偽恋♥とらいあんぐる。〜義理チョコの答え〜

「ぅ"…..ひっく…うっ…ひっくぅ…..」

誰もいない校舎裏。膝を抱えて蹲る、あたしの泣き声だけが虚しく響き渡る。


『お前泣いてんの?』不意に声をかけられた。

『ふぇ!?』思わず声をあげた。顔を上げれば目の前に、見知らぬ男子が立ってたから。

あたしは慌てて涙を拭い、顔を隠した。



『やっぱり泣いてるじゃん。酷い顔。』

しんみりムードなどお構いなしに、少年は怪訝そうな表情であたしの顔を覗き込んだ。




『な"泣いてるレディに失礼!君の顔面の方が酷いから。

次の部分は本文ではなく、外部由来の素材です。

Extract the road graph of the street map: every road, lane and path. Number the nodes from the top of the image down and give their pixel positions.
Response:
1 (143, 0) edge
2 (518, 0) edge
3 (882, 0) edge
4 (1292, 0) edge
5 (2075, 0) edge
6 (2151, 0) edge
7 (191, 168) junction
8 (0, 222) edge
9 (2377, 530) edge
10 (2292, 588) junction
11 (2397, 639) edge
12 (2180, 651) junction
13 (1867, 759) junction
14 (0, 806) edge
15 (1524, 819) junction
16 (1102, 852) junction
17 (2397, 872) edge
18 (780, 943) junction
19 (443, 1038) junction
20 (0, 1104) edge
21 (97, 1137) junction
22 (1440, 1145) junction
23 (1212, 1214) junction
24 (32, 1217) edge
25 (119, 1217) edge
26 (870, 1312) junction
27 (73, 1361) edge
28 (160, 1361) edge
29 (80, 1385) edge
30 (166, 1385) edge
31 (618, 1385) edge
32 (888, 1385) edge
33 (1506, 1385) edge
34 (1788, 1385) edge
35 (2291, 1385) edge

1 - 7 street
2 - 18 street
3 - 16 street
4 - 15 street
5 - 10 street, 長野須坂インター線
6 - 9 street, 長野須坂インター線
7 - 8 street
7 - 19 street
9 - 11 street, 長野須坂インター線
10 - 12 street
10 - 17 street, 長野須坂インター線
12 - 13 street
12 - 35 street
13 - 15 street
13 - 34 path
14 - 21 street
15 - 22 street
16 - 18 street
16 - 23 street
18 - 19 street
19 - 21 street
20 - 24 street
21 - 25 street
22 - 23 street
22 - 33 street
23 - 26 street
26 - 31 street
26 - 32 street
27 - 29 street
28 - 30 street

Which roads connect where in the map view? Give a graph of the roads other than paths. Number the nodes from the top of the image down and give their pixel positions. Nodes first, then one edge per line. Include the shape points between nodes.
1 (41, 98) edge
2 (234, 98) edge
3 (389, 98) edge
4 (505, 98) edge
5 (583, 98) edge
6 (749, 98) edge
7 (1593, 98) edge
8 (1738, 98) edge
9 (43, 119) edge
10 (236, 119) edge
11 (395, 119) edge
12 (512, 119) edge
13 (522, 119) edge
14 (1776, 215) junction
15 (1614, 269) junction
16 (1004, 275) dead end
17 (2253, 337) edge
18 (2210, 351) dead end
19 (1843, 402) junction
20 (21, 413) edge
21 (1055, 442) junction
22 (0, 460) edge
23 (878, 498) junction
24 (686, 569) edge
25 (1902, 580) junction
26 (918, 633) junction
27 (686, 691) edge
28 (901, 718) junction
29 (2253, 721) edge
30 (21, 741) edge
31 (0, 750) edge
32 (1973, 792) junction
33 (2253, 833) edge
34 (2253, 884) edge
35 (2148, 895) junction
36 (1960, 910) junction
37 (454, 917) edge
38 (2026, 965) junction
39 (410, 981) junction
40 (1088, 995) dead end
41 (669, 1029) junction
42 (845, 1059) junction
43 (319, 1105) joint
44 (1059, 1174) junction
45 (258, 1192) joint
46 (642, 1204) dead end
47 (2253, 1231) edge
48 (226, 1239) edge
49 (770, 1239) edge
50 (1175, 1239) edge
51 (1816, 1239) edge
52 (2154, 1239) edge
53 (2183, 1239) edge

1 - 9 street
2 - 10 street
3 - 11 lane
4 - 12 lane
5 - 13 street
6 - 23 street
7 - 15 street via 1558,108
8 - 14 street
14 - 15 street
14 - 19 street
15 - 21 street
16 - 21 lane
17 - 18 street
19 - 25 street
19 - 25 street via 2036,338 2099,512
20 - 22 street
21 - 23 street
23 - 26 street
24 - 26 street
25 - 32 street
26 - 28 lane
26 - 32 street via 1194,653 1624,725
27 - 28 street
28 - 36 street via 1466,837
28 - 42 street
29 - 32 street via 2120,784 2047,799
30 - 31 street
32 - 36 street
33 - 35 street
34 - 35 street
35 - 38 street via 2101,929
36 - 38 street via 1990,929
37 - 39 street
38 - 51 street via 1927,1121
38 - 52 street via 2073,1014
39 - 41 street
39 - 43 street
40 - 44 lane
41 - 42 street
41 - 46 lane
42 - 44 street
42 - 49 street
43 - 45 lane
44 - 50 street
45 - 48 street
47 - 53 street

』顔など見てないけれど。

どこの誰か知らないけれど喧嘩上等。鼻声になりながらも少年に人差し指を向け対抗する。


『君、女の子だったんだ。』なんて棒読み台詞。


『ふ、ふざけないでよ!』目を擦り一気に立ち上がると、思わず叫んでしまう。

『え、今のは冗談だけど?…もしかして面白くなかった?!』

デリカシーの欠片もないジョークだなぁ、おい!


『ギャグなワケ?ちっとも面白くないから!』他にも言ってやりたい事はあったけど、

究極のスマイルでこちらを見つめるから何も言えなくなる。

…こいつはあれだ、失礼を言っても無自覚なド天然だから許される。

世で言う“憎めない奴”ってタイプ。


少年はあたしの険しい表情で何かを察した様に思えたが、何処か嬉しそうにおもむろに口を開く。

『なんだ、元気そうじゃん。』



---━━あれ、ホントだ。

零れた涙はすっかり止まっていて、不思議と心が軽くなってた。